> EXERCISE: State how many lines in the records below include the word "main". Give nothing but that number.

- Opening Delimiter -

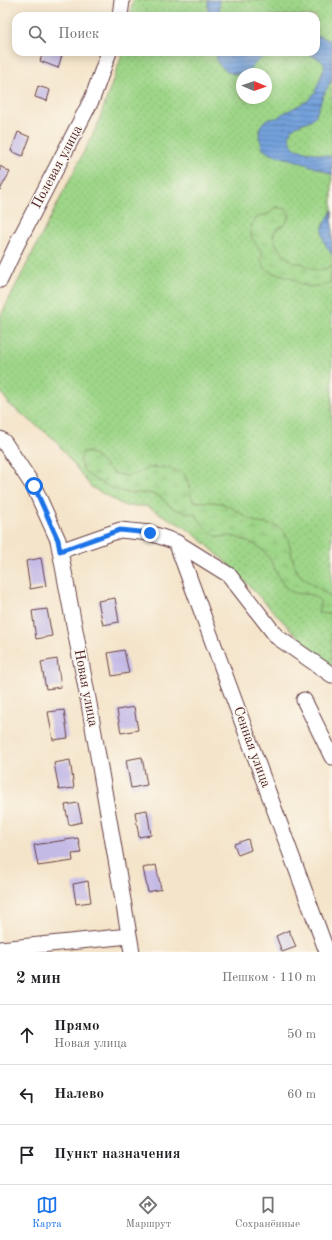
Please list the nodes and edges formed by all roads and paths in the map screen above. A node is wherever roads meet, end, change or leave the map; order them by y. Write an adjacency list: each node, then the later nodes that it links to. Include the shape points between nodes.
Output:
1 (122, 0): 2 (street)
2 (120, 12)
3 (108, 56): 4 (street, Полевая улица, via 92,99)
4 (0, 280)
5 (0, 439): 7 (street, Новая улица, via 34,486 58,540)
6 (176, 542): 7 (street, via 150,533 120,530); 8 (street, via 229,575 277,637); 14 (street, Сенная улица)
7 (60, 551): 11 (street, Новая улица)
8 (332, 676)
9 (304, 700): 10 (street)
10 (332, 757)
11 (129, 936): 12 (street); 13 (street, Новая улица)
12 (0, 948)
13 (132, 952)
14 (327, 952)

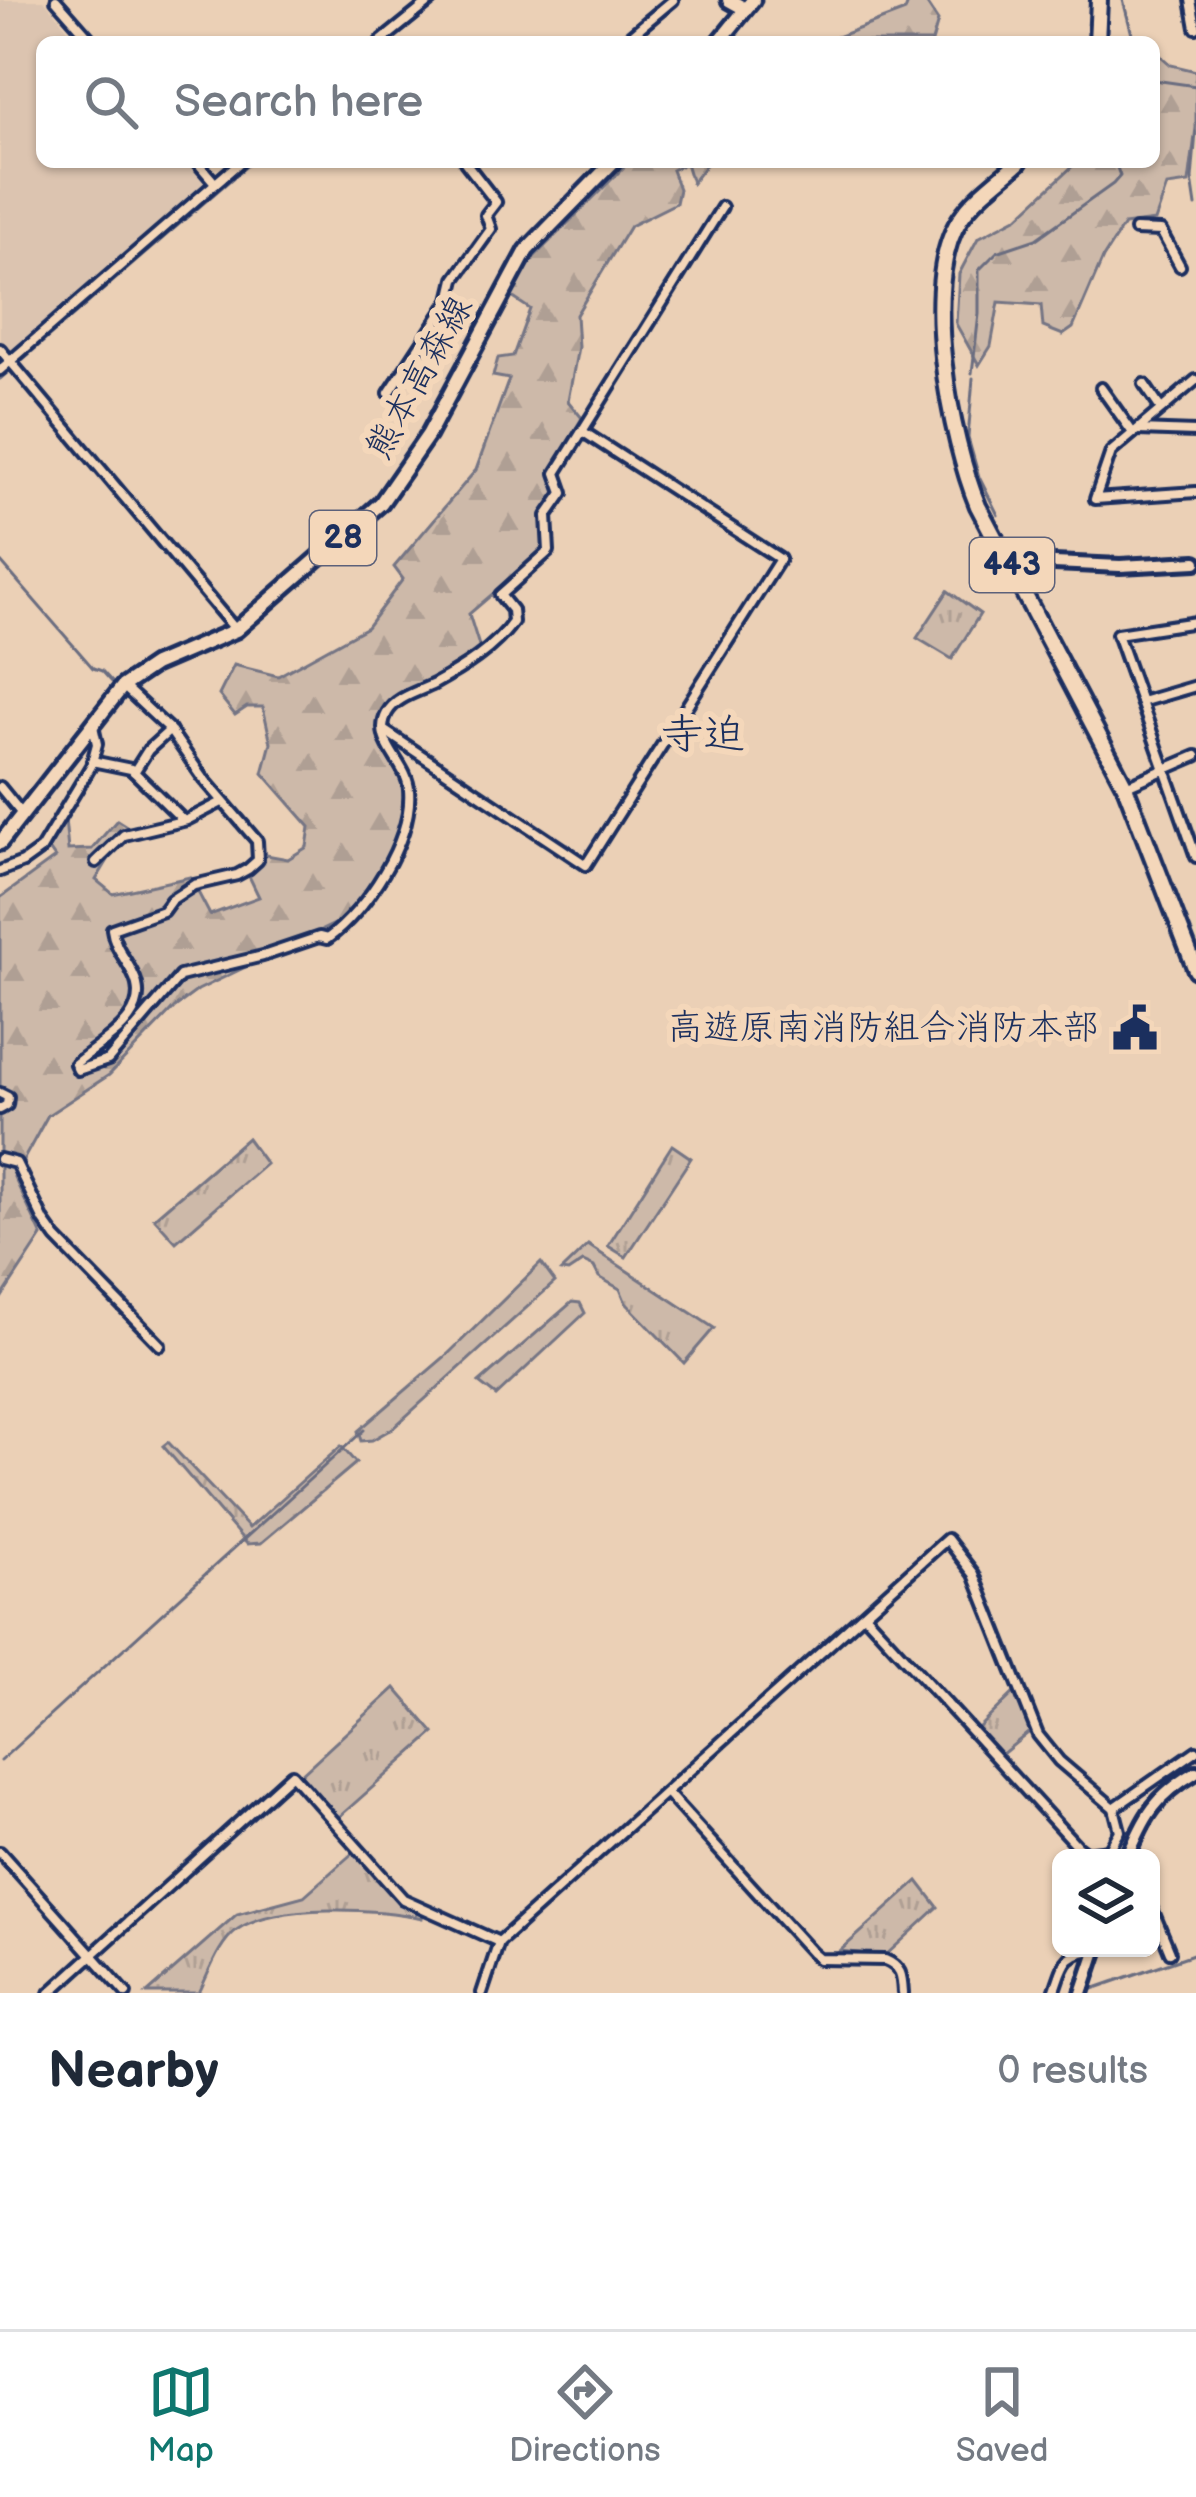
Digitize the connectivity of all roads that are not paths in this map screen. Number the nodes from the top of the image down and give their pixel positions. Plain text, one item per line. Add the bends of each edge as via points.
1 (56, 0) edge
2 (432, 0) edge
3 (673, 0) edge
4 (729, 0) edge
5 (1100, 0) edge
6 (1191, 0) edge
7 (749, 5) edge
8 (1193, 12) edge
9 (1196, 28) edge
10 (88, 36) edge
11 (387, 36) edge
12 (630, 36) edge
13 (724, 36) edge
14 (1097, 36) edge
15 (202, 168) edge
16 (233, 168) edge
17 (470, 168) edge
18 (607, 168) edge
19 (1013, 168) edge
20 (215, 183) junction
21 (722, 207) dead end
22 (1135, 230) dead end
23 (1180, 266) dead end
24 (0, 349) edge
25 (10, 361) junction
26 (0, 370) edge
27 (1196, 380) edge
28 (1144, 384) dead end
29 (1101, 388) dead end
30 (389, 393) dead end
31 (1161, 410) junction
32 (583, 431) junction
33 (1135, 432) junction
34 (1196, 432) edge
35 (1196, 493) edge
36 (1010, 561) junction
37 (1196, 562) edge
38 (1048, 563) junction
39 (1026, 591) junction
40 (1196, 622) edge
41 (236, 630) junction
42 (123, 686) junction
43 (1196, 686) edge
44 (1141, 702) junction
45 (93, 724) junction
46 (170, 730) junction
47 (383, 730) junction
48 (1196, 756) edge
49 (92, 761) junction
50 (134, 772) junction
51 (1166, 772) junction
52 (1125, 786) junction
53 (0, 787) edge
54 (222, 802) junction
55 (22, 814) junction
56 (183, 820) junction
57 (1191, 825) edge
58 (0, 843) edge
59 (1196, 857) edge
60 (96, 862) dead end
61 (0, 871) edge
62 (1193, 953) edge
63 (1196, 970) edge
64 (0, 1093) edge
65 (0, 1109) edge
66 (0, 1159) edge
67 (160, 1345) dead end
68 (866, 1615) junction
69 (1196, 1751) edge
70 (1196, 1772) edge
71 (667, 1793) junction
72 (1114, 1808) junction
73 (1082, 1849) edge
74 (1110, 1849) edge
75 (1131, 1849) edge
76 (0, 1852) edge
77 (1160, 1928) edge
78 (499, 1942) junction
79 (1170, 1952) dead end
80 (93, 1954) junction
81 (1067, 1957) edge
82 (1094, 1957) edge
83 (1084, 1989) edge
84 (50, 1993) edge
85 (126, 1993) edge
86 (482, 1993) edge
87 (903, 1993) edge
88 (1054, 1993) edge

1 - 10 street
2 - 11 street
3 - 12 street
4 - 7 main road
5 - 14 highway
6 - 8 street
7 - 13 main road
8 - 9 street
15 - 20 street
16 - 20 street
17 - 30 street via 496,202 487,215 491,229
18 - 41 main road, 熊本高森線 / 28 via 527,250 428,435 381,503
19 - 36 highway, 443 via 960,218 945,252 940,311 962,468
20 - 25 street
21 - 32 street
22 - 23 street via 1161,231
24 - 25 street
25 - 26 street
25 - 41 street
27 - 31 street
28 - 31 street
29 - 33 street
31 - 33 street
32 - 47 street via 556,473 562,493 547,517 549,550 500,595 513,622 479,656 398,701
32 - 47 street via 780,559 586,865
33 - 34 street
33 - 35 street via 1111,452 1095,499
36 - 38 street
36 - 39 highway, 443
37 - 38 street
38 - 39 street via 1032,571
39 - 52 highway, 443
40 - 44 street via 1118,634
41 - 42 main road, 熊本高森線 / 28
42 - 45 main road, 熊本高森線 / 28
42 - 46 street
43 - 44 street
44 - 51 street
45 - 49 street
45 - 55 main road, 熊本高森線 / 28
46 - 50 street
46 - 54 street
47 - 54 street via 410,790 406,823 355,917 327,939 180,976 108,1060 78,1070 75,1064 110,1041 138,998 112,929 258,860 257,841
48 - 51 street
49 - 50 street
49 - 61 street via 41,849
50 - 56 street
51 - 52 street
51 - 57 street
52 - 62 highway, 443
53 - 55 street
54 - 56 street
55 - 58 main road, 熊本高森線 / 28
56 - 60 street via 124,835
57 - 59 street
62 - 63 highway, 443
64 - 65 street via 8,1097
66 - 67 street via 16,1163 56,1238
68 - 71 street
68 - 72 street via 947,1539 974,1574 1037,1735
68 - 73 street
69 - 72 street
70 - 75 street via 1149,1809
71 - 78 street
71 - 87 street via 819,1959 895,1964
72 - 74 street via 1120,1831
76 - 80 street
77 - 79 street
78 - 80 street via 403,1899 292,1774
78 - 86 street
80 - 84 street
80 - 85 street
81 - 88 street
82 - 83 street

- Closing Delimiter -

> TASK ANSWER: 7